[![Open In Colab](https://colab.research.google.com/assets/colab-badge.svg)](https://colab.research.google.com/github/pinecone-io/examples/blob/master/learn/analytics-and-ml/extreme-classification/extreme-classification.ipynb) [![Open nbviewer](https://raw.githubusercontent.com/pinecone-io/examples/master/assets/nbviewer-shield.svg)](https://nbviewer.org/github/pinecone-io/examples/blob/master/learn/analytics-and-ml/extreme-classification/extreme-classification.ipynb)

# Extreme Classification

This demo aims to label new texts automatically when the number of possible labels is enormous. This scenario is known as extreme classification, a supervised learning variant that deals with multi-class and multi-label problems involving many choices. 

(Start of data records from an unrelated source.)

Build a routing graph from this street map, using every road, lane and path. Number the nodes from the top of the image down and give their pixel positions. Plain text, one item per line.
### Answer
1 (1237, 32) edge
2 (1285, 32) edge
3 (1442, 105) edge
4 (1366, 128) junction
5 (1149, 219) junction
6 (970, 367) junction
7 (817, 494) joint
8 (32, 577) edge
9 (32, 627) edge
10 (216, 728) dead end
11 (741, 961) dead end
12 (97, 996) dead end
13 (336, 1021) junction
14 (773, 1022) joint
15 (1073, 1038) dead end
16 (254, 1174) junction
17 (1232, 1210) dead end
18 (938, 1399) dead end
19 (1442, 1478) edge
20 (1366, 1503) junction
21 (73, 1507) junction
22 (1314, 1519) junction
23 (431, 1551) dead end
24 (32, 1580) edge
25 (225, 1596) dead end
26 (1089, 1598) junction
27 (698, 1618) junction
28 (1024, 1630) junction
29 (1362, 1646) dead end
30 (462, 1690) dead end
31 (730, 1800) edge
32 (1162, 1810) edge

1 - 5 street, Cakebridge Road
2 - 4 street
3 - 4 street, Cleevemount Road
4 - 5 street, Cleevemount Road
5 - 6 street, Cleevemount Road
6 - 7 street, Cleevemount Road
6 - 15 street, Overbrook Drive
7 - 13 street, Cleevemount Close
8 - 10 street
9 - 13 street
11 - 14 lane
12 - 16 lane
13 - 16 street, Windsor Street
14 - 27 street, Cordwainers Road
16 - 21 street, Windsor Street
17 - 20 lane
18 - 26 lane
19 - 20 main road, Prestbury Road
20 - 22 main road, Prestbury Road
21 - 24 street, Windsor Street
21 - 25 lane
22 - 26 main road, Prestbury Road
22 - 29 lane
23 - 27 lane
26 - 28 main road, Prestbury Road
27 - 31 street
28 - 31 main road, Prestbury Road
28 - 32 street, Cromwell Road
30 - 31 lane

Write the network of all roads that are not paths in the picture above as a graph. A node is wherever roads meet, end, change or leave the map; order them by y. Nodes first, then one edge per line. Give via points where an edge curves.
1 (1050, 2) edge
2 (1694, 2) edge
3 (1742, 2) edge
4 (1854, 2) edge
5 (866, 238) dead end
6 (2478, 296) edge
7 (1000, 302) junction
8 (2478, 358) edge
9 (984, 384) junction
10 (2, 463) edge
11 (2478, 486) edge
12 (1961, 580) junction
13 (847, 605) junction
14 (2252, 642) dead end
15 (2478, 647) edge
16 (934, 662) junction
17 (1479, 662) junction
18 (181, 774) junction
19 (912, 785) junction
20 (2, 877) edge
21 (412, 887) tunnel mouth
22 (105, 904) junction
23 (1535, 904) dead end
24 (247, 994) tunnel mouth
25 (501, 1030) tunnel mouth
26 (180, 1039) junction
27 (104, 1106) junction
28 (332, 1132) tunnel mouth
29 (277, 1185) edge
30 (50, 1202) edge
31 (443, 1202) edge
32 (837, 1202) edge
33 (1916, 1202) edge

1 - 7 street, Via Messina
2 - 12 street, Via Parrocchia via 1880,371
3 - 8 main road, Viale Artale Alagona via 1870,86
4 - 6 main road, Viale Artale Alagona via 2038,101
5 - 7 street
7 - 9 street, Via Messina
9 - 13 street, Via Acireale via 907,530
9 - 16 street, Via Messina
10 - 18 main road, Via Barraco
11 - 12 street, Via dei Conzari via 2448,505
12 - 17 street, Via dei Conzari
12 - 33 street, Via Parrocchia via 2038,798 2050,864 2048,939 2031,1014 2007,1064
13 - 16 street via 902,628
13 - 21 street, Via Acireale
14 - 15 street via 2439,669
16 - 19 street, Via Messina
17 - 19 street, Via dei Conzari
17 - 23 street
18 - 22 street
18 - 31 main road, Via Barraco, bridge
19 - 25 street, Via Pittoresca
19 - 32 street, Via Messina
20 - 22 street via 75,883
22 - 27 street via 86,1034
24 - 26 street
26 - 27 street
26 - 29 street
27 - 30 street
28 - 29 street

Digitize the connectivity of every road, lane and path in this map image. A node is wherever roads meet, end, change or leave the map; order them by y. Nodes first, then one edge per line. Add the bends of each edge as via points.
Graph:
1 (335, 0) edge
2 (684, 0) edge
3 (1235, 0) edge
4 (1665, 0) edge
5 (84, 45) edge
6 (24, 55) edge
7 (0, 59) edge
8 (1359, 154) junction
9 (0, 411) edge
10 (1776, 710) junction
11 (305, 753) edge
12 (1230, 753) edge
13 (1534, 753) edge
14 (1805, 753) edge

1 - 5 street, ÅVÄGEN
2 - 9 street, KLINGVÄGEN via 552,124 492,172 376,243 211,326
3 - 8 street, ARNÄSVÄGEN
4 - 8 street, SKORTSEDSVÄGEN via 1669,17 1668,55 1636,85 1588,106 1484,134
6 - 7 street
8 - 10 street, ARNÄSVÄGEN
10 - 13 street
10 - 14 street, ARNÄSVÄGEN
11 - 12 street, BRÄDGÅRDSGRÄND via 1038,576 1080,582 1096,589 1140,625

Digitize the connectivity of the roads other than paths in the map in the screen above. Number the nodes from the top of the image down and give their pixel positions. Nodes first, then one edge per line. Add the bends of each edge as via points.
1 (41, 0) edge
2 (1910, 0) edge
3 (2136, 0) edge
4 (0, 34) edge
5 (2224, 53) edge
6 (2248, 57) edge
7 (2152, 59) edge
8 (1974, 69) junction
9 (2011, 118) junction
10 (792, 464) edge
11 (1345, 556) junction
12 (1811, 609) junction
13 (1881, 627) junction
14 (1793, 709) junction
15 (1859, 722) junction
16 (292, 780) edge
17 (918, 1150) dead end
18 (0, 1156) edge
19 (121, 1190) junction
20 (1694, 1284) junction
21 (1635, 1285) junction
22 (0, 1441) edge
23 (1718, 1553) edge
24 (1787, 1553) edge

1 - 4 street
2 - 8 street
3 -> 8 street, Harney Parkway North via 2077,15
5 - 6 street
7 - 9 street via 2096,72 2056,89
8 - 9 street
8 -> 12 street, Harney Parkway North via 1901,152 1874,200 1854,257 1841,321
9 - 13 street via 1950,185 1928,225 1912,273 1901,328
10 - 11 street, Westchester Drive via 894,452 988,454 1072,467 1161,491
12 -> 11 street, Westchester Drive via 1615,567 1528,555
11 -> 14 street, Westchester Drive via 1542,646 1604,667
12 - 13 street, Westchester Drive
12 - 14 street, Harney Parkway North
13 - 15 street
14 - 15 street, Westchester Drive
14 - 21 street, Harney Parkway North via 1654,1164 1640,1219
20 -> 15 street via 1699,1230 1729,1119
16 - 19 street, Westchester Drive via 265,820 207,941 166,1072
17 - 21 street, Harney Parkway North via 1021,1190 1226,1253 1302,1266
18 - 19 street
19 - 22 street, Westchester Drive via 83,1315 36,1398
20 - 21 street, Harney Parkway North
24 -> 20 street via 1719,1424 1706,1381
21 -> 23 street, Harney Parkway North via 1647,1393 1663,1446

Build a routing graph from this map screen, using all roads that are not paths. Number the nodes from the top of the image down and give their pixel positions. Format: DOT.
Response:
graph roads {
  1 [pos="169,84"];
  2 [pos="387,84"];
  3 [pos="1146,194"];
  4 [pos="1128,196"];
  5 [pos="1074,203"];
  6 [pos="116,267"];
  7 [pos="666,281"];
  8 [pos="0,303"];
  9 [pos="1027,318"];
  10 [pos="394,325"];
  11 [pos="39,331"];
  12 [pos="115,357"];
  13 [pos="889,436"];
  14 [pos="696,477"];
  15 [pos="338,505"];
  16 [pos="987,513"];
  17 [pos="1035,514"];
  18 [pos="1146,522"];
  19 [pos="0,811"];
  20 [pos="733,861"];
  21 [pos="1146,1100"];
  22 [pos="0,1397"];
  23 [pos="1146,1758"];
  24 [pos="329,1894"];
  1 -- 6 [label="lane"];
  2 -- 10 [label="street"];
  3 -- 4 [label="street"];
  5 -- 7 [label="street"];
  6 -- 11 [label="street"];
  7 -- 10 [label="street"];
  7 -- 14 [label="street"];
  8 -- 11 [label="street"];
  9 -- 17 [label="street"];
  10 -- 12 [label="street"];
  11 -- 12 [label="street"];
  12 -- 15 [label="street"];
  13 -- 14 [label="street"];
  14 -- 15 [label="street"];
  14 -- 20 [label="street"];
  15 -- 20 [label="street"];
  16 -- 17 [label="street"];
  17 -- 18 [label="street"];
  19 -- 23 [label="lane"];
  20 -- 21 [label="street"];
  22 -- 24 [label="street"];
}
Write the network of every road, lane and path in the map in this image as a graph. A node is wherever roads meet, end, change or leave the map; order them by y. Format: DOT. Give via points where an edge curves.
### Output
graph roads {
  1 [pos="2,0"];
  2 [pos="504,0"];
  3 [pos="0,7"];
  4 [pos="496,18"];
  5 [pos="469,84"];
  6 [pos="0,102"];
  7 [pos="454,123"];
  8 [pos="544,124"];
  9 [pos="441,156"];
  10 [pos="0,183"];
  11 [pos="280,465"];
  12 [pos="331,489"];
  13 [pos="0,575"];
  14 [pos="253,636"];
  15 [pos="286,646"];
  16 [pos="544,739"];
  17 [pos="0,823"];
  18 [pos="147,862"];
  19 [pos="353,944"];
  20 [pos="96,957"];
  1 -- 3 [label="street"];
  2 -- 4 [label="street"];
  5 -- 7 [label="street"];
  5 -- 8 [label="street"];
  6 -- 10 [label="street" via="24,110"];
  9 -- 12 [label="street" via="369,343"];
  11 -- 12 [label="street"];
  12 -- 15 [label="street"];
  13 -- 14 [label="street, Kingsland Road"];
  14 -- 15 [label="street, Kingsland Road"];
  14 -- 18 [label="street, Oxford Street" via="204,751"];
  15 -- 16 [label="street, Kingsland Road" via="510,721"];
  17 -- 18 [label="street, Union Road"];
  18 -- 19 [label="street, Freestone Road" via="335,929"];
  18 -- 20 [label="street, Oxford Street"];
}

Examples for applying extreme classification are labeling a new article with Wikipedia's topical labels, matching web content with a set of relevant advertisements, classifying product descriptions with catalog labels, and classifying a resume into a collection of pertinent job titles. 

Here's how we'll perform extreme classification:

1. We'll transform 250,000 labels into vector embeddings using a publicly available embedding model and upload them into a [managed vector index](https://www.pinecone.io/). 
2. Then we'll take an article that requires labeling and transform it into a [vector embedding](https://www.pinecone.io/learn/vector-embeddings/) using the same model.
3. We'll use that article's vector embedding as the query to search the vector index. In effect, this will retrieve the most similar labels to the article's semantic content.
4. With the most relevant labels retrieved, we can automatically apply them to the article.

Let's get started!

# Install Dependencies

In [1]:
!pip install -qU pinecone-client sentence-transformers datasets

# Setting up Pinecone's Similarity Search Service
Here we set up our similarity search service. We assume you are familiar with Pinecone's [quick start tutorial](https://www.pinecone.io/docs/quickstart-python/). To create our vector index, we first need to initialize our connection to Pinecone. For this we need a [free API key](https://app.pinecone.io). Once we have that, we initialize the connection like so:

In [2]:
from pinecone import Pinecone

# connect to pinecone environment
pinecone.init(
    api_key="YOUR_API_KEY",
    environment="YOUR_ENV"  # find next to API key in console
)

Now we create a new index called "extreme-ml". What we name this isn't important.

In [3]:
# pick a name for the new index
index_name = 'extreme-ml'

# check if the extreme-ml index exists
if index_name not in pinecone.list_indexes().names():
    # create the index if it does not exist
    pinecone.create_index(
        index_name,
        dimension=384,
        metric="cosine"
    )

# connect to extreme-ml index we created
index = pinecone.Index(index_name)

# Data Preparation 
In this demo, we classify Wikipedia articles using a standard dataset from an extreme classification benchmarking [resource](http://manikvarma.org/downloads/XC/XMLRepository.html). The data used in this example is [Wikipedia-500k](https://drive.google.com/drive/folders/12HiiGWmbLfTEEObs2Y2jiTETZfXDowrn) which contains around 500,000 labels. We will load a subset of this dataset from huggingface which contains 200,000 articles with around 250,000 different labels, already prepared for this classification task.


In [22]:
from datasets import load_dataset

# load the dataset from huggingface
data = load_dataset("ashraq/WikiTitles-200K")
# load the train split into a pandas dataframe
df = data["train"].to_pandas()
df.head()



  0%|          | 0/2 [00:00<?, ?it/s]

Unnamed: 0,title,content,target
0,Anarchism,anarchism is a political philosophy that a...,"[Anarchism, Anti-capitalism, Anti-fascism, Far..."
1,Academy_Awards,the academy awards or the oscars (the offi...,"[1929_establishments_in_the_United_States, Aca..."
2,Anthropology,anthropology is the scientific study of hu...,"[Anthropology, Social_sciences]"
3,American_Football_Conference,the american football conference (afc) is o...,"[American_Football_League, National_Football_L..."
4,Analysis_of_variance,analysis of variance (anova) is a collection ...,"[Analysis_of_variance, Design_of_experiments, ..."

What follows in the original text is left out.